The charge on Rahul was rather serious. He had damaged, denigrated, dwarfed, diminished, dishonoured, disfigured, destroyed, demolished, defaced, defiled, devalued and —— (fill in your own “D” words here) the democratic institution of the prime minister of India and his hoary cabinet. It did not matter that his mother got there first nine-and-a-half years ago when she chose to be the super prime minister with a super cabinet and that there was nothing much left for Rahul to do on that score. What mattered was the institutional structure of our democracy was (another “D” word) distorted by Rahul because, as the 19th century French political thinker Alexis de Tocqueville said (and brought to our notice by Pratap Bhanu Mehta in his column, ‘Blunt hammer syndrome’, Indian Express, October 4), “all democratic government is sustained by form”.
Rahul, by this single impetuous act of defiance had deformed democracy so much beyond repair that no convicted criminal legislator can make a home for himself/herself in our venerable legislatures anymore. Where would these dis-housed destitutes of democracy go? But a more fundamental question was given the go-by: how did these guys enter parliament’s divine portals in the first place? Was not democracy already sullied way before Rahul rolled in the bulldozers on September 26?
We all know the answer to those questions. But the entire media and the die-hard institutionalists – those who would rather let the institution collapse under its own ill-weight than save it with help from extraneous sources – would have none of it. Rahul was not even an outsider, but it did not matter to them. It did not matter either that Lalu Yadav was given alternative accommodation in another democratic institution at the instance of a third democratic institution.
They trotted out all the regular righteous wise stuff about ‘means justifying ends’ and ‘doing the right thing the right way at the right time’.
The Congress party is never in the habit of explaining fully the guerrilla tactics of His Imperial Highness. Rahul himself emerges here and there and says this and that for which he is fashionably lampooned. Everything he says is quickly turned into “nonsense” even without him having to mention the word. So we will never know why he chose to do what he did when he did the way he did it. It is quite possible that he wanted to steal the thunder from president Pranab Mukherjee who had indicated that he might return the ordinance.
There are legitimate questions about Rahul’s timing that needed to be asked and they were. Rahul made no public statement against it when the bill was introduced in parliament in August or when the Congress core committee, of which he is a member, okayed the ordinance just a few days before his outburst. Obviously, he failed to convince that his conduct in the immediate past – spanning the birth and death of the bill and ordinance – was consistent with what he said at the press conference. But that was just about six weeks of convenient policy slumber. Was that all there was to Rahul? Was this enough to judge him on his views, beliefs, commitment and work on political reforms within his party? What about the six years he spent as general secretary in the party? What did he do?

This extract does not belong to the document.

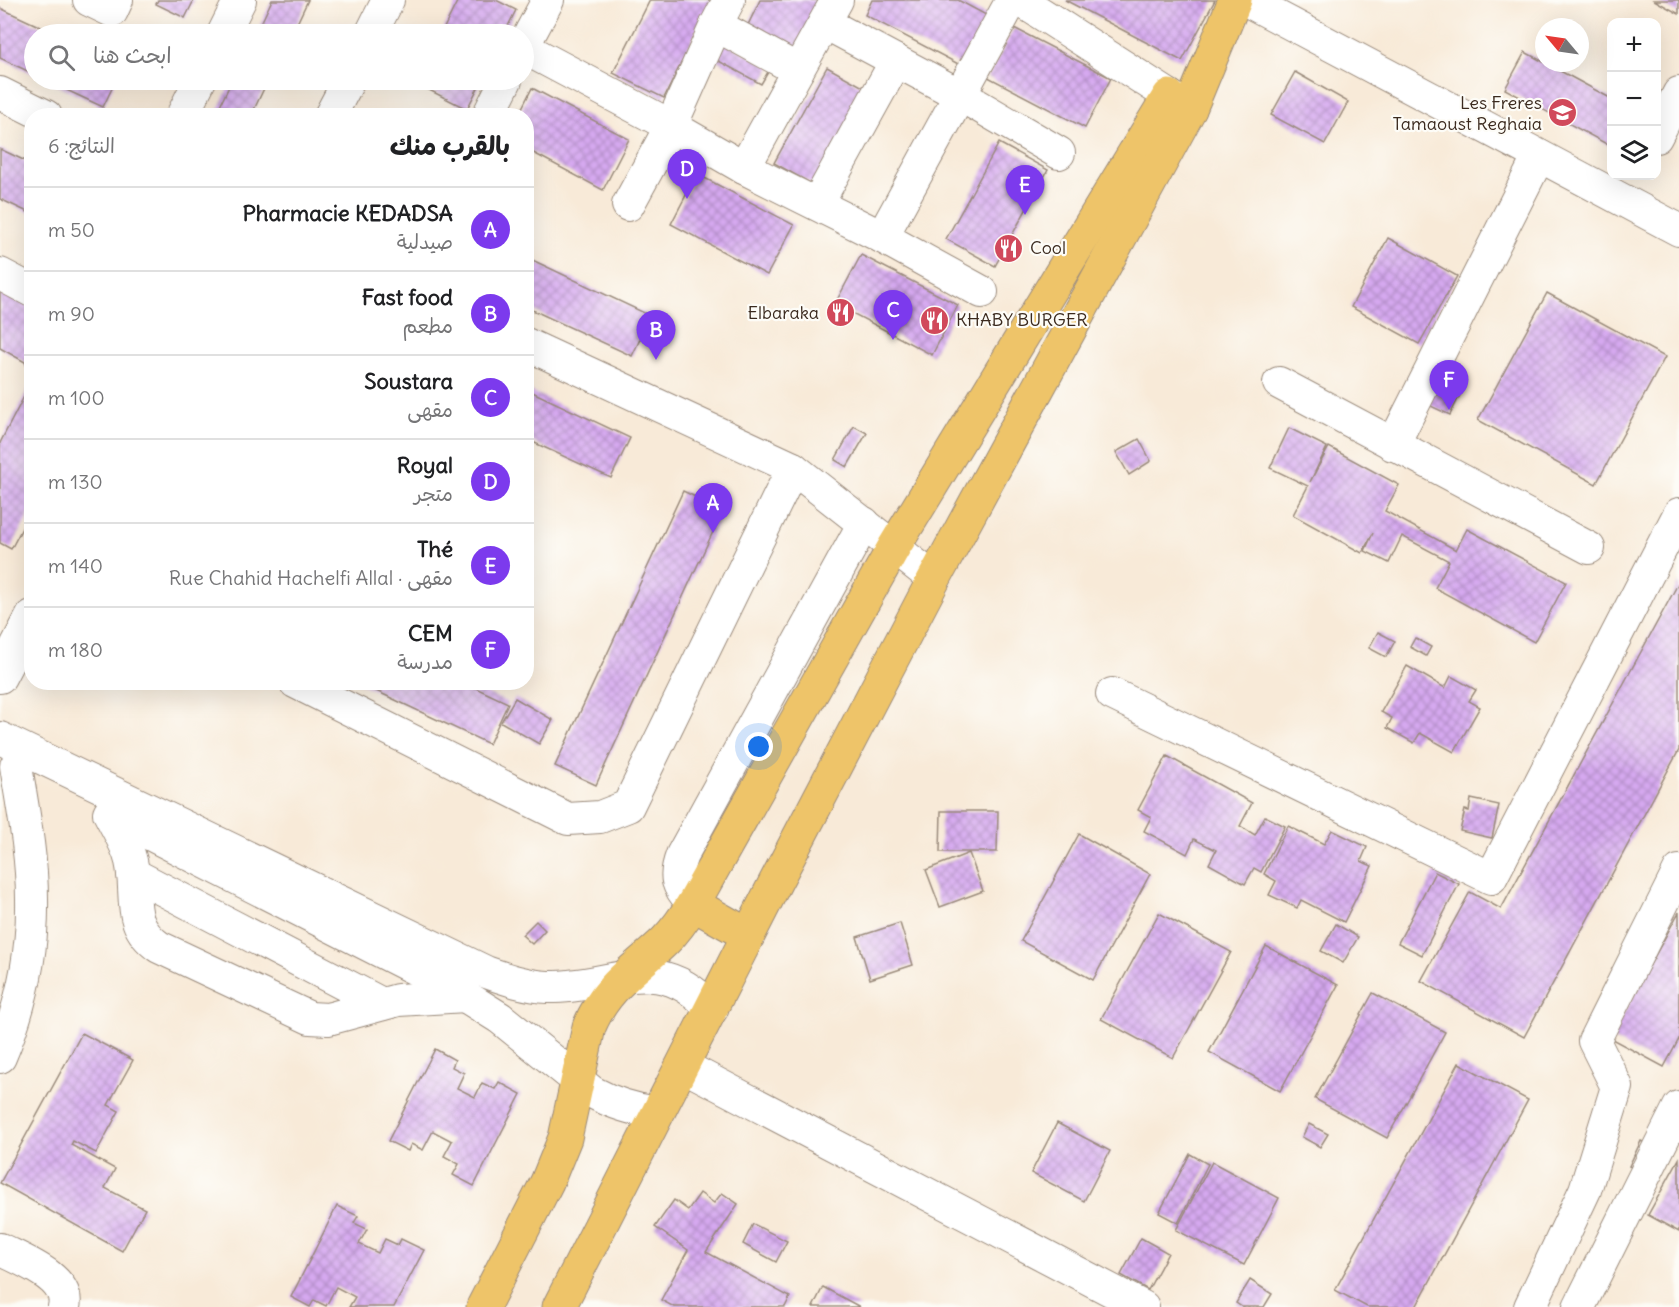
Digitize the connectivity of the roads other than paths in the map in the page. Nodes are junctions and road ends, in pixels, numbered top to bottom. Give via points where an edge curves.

There is enough evidence to show that Rahul’s position on decriminalisation of politics is a core belief and not just a flash-in-the-pan act of political opportunism. He has nearly six years of work to show for it. The media knows that but does not care to connect it with the ordinance row preferring to limit the discussion to how he undermined the prime minister and the union cabinet.
That is a suicidal position to take for any political writer so allow me a little detour to take the argument forward.
Structural deficiencies
If our constitution is the foundation of our democracy, universal adult suffrage is the first brick in the structure and public opinion the scaffolding that is erected around it, first to build the structure and then to re-emerge once in a while to keep it in place and in shape. This universal adult suffrage, this maturity of the mostly unlettered voter, is what gives us our bragging rights. We pride ourselves in the fact that we conduct the largest and the most complex electoral exercise of the world every five years just to give power to the voice of the people.

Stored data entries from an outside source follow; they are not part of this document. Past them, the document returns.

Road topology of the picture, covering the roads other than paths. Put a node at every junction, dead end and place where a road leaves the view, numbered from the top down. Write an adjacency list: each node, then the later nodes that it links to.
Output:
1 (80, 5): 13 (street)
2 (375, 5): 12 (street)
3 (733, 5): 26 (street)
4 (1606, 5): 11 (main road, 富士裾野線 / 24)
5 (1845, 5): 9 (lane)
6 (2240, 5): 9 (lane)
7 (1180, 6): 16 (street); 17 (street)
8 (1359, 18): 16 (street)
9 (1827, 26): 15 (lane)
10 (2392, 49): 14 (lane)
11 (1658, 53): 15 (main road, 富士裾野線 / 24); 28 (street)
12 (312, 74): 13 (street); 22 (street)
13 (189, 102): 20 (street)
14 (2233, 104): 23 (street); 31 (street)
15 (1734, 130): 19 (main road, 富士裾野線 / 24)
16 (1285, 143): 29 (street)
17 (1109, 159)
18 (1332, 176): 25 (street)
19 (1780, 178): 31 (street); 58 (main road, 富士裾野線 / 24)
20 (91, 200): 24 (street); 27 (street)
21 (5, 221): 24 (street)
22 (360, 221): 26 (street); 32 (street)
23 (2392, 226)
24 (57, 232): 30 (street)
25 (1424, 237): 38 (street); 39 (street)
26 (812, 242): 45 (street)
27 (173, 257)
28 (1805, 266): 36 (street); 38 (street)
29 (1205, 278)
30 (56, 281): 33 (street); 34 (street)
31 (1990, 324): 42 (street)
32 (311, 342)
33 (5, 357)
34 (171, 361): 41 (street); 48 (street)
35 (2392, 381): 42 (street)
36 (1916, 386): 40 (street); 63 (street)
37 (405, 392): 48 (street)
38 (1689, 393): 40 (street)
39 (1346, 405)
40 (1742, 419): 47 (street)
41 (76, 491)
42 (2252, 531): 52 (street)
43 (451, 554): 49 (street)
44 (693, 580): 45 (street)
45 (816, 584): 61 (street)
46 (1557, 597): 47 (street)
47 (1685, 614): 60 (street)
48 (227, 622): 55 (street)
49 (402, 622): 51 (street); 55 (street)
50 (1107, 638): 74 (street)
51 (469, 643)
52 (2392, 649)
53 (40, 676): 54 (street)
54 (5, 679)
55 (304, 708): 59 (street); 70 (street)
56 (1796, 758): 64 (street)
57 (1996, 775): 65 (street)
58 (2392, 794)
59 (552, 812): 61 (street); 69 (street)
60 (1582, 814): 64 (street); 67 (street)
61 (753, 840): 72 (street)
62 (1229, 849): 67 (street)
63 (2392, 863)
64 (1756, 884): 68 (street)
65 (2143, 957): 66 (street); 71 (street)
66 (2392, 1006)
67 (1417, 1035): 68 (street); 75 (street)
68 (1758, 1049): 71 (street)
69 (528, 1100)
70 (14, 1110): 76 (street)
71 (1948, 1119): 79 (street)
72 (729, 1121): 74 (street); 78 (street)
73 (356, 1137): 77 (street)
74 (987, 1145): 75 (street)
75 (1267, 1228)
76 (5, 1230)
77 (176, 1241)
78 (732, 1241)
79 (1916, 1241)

Our members of parliament carry this collective voice to parliament. Each MP represents, on average, about 15 lakh voices. Imagine the power of this voice. But see what has become of it. The voters are knocked out of the game the moment they cast their vote and the MPs are knocked out of the equation the moment they win it. The party takes complete control. MPs can’t open their mouth without the party’s express wish – representing the voter is not even on the table. They are herded in and herded out of parliament like sheep and any power to make, break and overthrow laws is concentrated in a handful of party bosses.
It is this atrocity that Rahul Gandhi was referring to when he spoke at the Confederation of Indian Industry (CII) in June. “The legislative engine in India basically consists of 5,000 people. These 5,000 people –about 4,000-plus MLAs and 790 MPs – drive the country. And how many people do you think choose these 5,000 people? In my party, in the BJP, BSP and all parties put together, if you push very hard, about 200 to 300! How can we talk about anything if just 200 people are defining those vidhan sabhas and parliament? That is our problem,” he said with sincerity and honesty that makes us supremely suspicious of his intellect because that is not how politicians are supposed to be. Chicanery and double-speak is what we expect. The lack of it makes us uncomfortable.
So, his deep insights into India’s systemic problems during the impromptu question-answer session were drowned out by the mess that was his written speech. The whole event became an internet comic’s delight and the essence of what he was trying to communicate was totally lost.
That’s about Rahul’s talk. Does he talk the talk and walk the walk? At least in the matter of the problems he discussed above – internal party democracy and giving voice to the people, Rahul has a track record to boast of that no politician, yes, not a single one, can. They are not even trying to acquire one, by the way. The first thing Rahul did when he took charge of the party’s youth wings (the National Students Union of India, NSUI, and the Indian Youth Congress, IYC) in September 2007 was to introduce elections within these parties. Democracy in India is a strange contradiction. On the outside, general elections are the elixir of political parties. But on the inside these parties are petrified of elections. They preach democracy for the country and show a visceral hatred for it within. As a result leaders are not made through a democratic process of elections but anointed by the handful of supreme leaders Rahul referred to above.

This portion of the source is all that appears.